Listening in the dark
Ben Gomori, the founder of Pitchblack Playback, on curating the optimal environment to truly hear music

Even as the creator of Pitchblack Playback, I am still often overawed by the experience of listening to an album from start to finish on a big sound system in the dark with no-one talking, singing or bumping into me. I’ve had transformative experiences with albums I thought I already knew intimately, where I’ve felt like I’ve only truly understood their sonics for the first time after knowing them for years. It’s a simple idea but I am evangelical about it being more than the sum of its parts when it’s done right.
I first had the idea for Pitchblack Playback when I was a music journalist and the mighty electronic label Ninja Tune invited me to hear a pre-release preview of Amon Tobin’s mind-bending album ‘ISAM’ in a cinema screen in Soho. They showed visuals from the campaign in tandem, but what struck me was the quality of the sound, and the focused experience we all shared. I excitedly told some friends that I wanted to start an event where I could bring this pre-release experience to the public. They didn’t really get it—why would anyone pay money for that? Unbeknownst to me, one of them had just been to see Samuel Beckett’s play Endgame, the first act of which is held in the dark. He said: ’are you going to do it in pitch-black darkness or something?’ That was the moment it all came together (thanks, Ben Davis).

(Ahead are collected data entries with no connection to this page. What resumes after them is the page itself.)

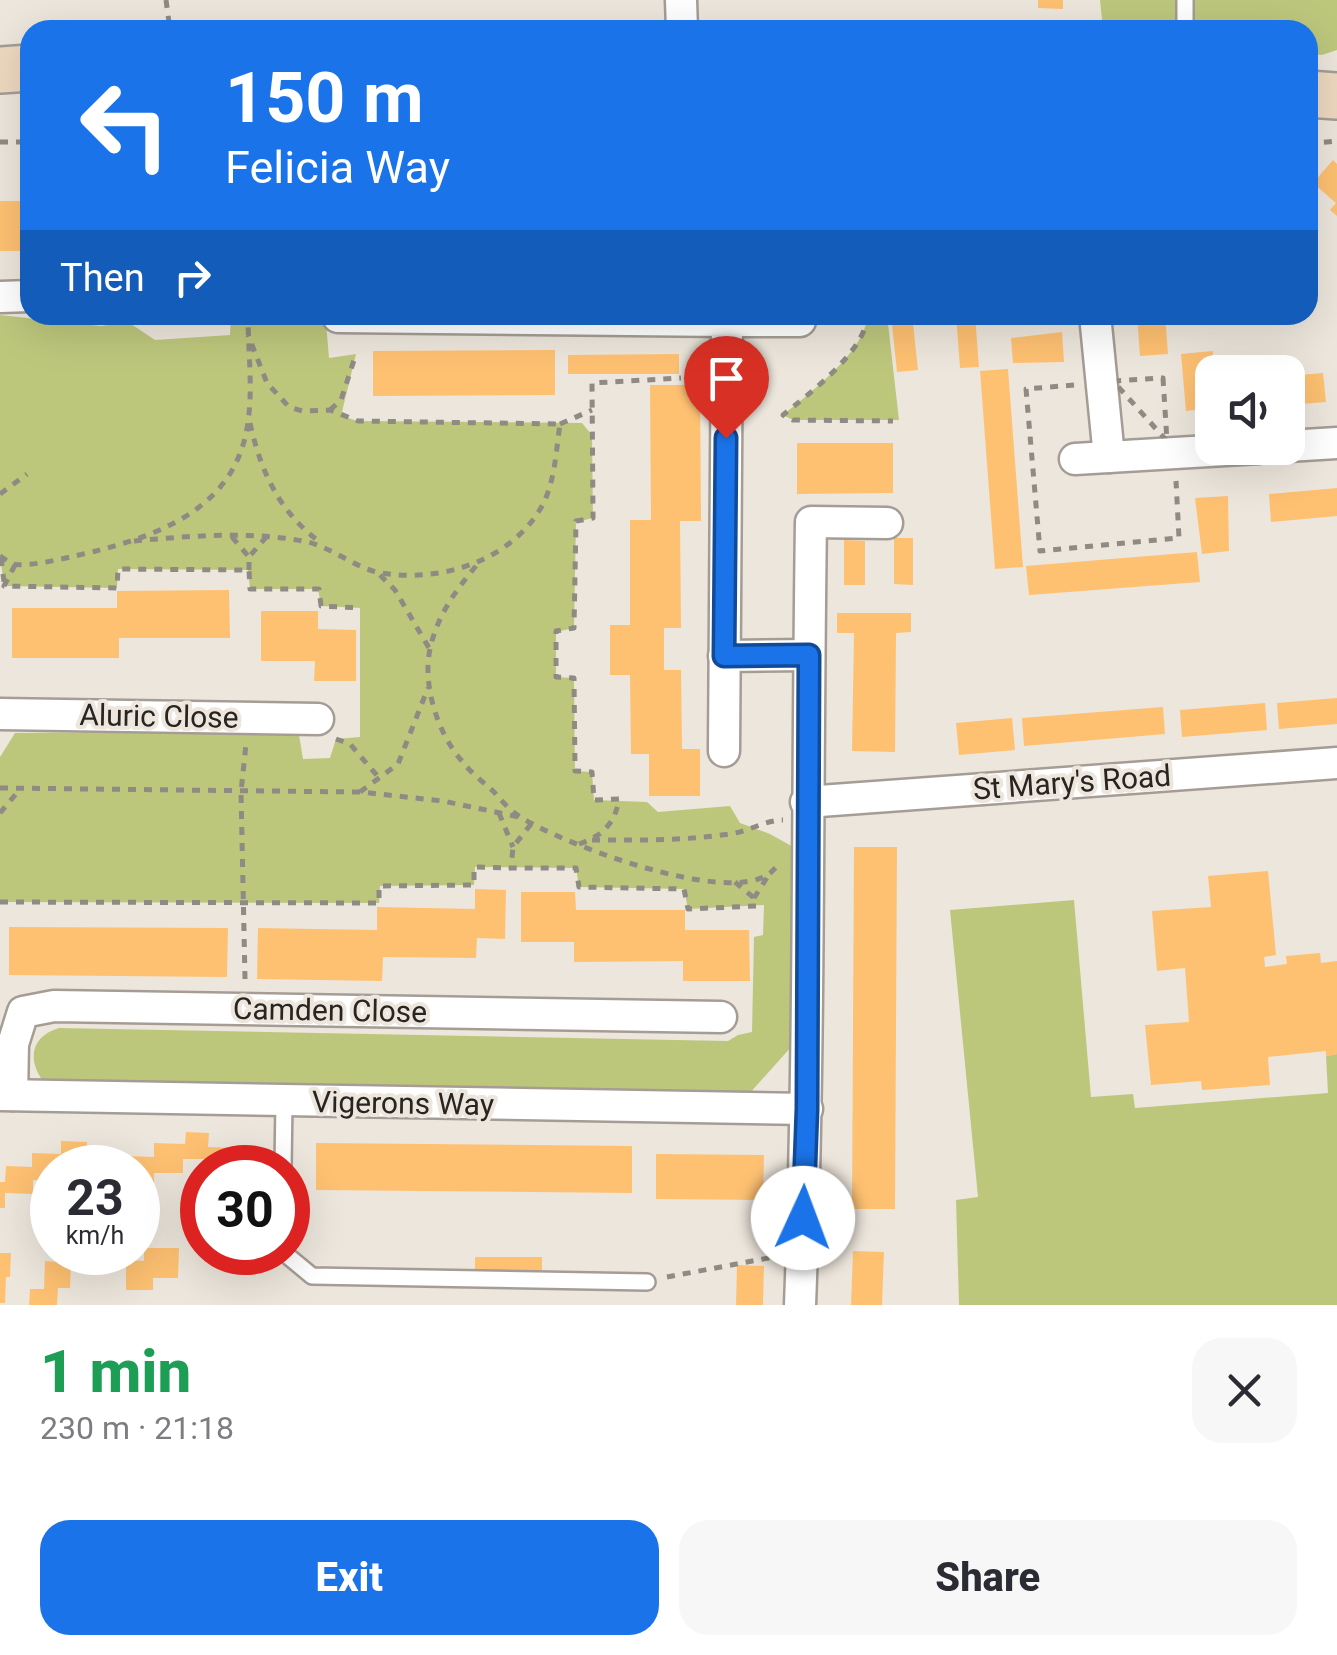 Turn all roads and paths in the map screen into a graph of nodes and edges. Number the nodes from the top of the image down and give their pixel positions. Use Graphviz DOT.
graph roads {
  1 [pos="248,325"];
  2 [pos="727,325"];
  3 [pos="868,325"];
  4 [pos="1096,325"];
  5 [pos="248,335"];
  6 [pos="356,354"];
  7 [pos="681,378"];
  8 [pos="266,384"];
  9 [pos="249,388"];
  10 [pos="330,410"];
  11 [pos="592,410"];
  12 [pos="249,420"];
  13 [pos="892,421"];
  14 [pos="560,424"];
  15 [pos="1167,440"];
  16 [pos="1337,443"];
  17 [pos="1305,445"];
  18 [pos="1195,452"];
  19 [pos="1109,457"];
  20 [pos="1075,459"];
  21 [pos="27,474"];
  22 [pos="0,494"];
  23 [pos="887,523"];
  24 [pos="231,536"];
  25 [pos="267,536"];
  26 [pos="134,542"];
  27 [pos="325,546"];
  28 [pos="0,556"];
  29 [pos="249,557"];
  30 [pos="478,564"];
  31 [pos="15,565"];
  32 [pos="249,570"];
  33 [pos="378,572"];
  34 [pos="4,582"];
  35 [pos="361,608"];
  36 [pos="429,649"];
  37 [pos="809,655"];
  38 [pos="724,656"];
  39 [pos="428,686"];
  40 [pos="0,714"];
  41 [pos="327,729"];
  42 [pos="247,730"];
  43 [pos="724,751"];
  44 [pos="1337,763"];
  45 [pos="380,779"];
  46 [pos="0,788"];
  47 [pos="21,788"];
  48 [pos="241,792"];
  49 [pos="360,792"];
  50 [pos="800,811"];
  51 [pos="0,813"];
  52 [pos="499,813"];
  53 [pos="520,817"];
  54 [pos="532,823"];
  55 [pos="589,840"];
  56 [pos="579,844"];
  57 [pos="513,847"];
  58 [pos="781,862"];
  59 [pos="511,868"];
  60 [pos="768,876"];
  61 [pos="735,882"];
  62 [pos="754,898"];
  63 [pos="0,902"];
  64 [pos="243,903"];
  65 [pos="246,979"];
  66 [pos="722,1017"];
  67 [pos="6,1095"];
  68 [pos="284,1101"];
  69 [pos="807,1109"];
  70 [pos="284,1145"];
  71 [pos="802,1254"];
  72 [pos="310,1274"];
  73 [pos="647,1282"];
  74 [pos="800,1305"];
  1 -- 5 [label="path"];
  2 -- 38 [label="street"];
  3 -- 13 [label="path"];
  4 -- 19 [label="street"];
  5 -- 8 [label="path"];
  5 -- 9 [label="path"];
  6 -- 10 [label="path"];
  7 -- 11 [label="path"];
  8 -- 9 [label="path"];
  8 -- 10 [label="path"];
  9 -- 12 [label="path"];
  10 -- 14 [label="path"];
  11 -- 14 [label="path"];
  11 -- 55 [label="path"];
  12 -- 26 [label="path"];
  12 -- 27 [label="path"];
  14 -- 30 [label="path"];
  15 -- 15 [label="path"];
  16 -- 17 [label="street"];
  18 -- 19 [label="street"];
  19 -- 20 [label="street"];
  21 -- 22 [label="path"];
  23 -- 37 [label="street"];
  24 -- 25 [label="path"];
  24 -- 26 [label="path"];
  24 -- 29 [label="path"];
  25 -- 27 [label="path"];
  25 -- 29 [label="path"];
  26 -- 31 [label="path"];
  27 -- 33 [label="path"];
  28 -- 31 [label="path"];
  28 -- 34 [label="path"];
  29 -- 32 [label="path"];
  30 -- 33 [label="path"];
  30 -- 36 [label="path"];
  31 -- 34 [label="path"];
  32 -- 34 [label="path"];
  32 -- 35 [label="path"];
  33 -- 36 [label="path"];
  36 -- 39 [label="path"];
  37 -- 38 [label="street"];
  37 -- 50 [label="street"];
  38 -- 43 [label="street"];
  39 -- 45 [label="path"];
  39 -- 53 [label="path"];
  40 -- 41 [label="street, Aluric Close"];
  41 -- 45 [label="path"];
  42 -- 48 [label="path"];
  44 -- 50 [label="street, St Mary's Road"];
  45 -- 49 [label="path"];
  46 -- 47 [label="path"];
  47 -- 48 [label="path"];
  47 -- 51 [label="path"];
  48 -- 49 [label="path"];
  48 -- 64 [label="path"];
  49 -- 52 [label="path"];
  50 -- 55 [label="path"];
  50 -- 69 [label="street"];
  52 -- 53 [label="path"];
  52 -- 57 [label="path"];
  53 -- 54 [label="path"];
  54 -- 56 [label="path"];
  54 -- 57 [label="path"];
  55 -- 56 [label="path"];
  56 -- 61 [label="path"];
  57 -- 59 [label="path"];
  58 -- 60 [label="path"];
  59 -- 62 [label="path"];
  59 -- 64 [label="path"];
  60 -- 61 [label="path"];
  60 -- 62 [label="path"];
  61 -- 62 [label="path"];
  63 -- 64 [label="path"];
  64 -- 65 [label="path"];
  66 -- 67 [label="street, Camden Close"];
  67 -- 68 [label="street, Vigerons Way"];
  68 -- 69 [label="street, Vigerons Way"];
  68 -- 70 [label="lane"];
  69 -- 71 [label="street"];
  71 -- 73 [label="path"];
  71 -- 74 [label="street"];
  72 -- 73 [label="lane"];
}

The cynic in you might think ‘that sounds like a marketing gimmick’, or might ask ‘can’t I just do that at home?’ Well unless you have a large room with a very expensive sound system, big big subwoofers, acoustic treatment and very understanding neighbours / housemates / partners, the answer is probably a resounding ‘no’. The analogy I always use is: it’s the same as watching a film in the cinema vs watching it at home. You’re not getting the full picture, the large-scale immersion, or the communion of sharing an experience with others (n.b. vital ways in which we differ from the standard cinema experience: we make announcements telling people not to talk — or sing! — we don’t allow latecomers, and everyone is given an eye mask to block out the glow of the fire exit lighting).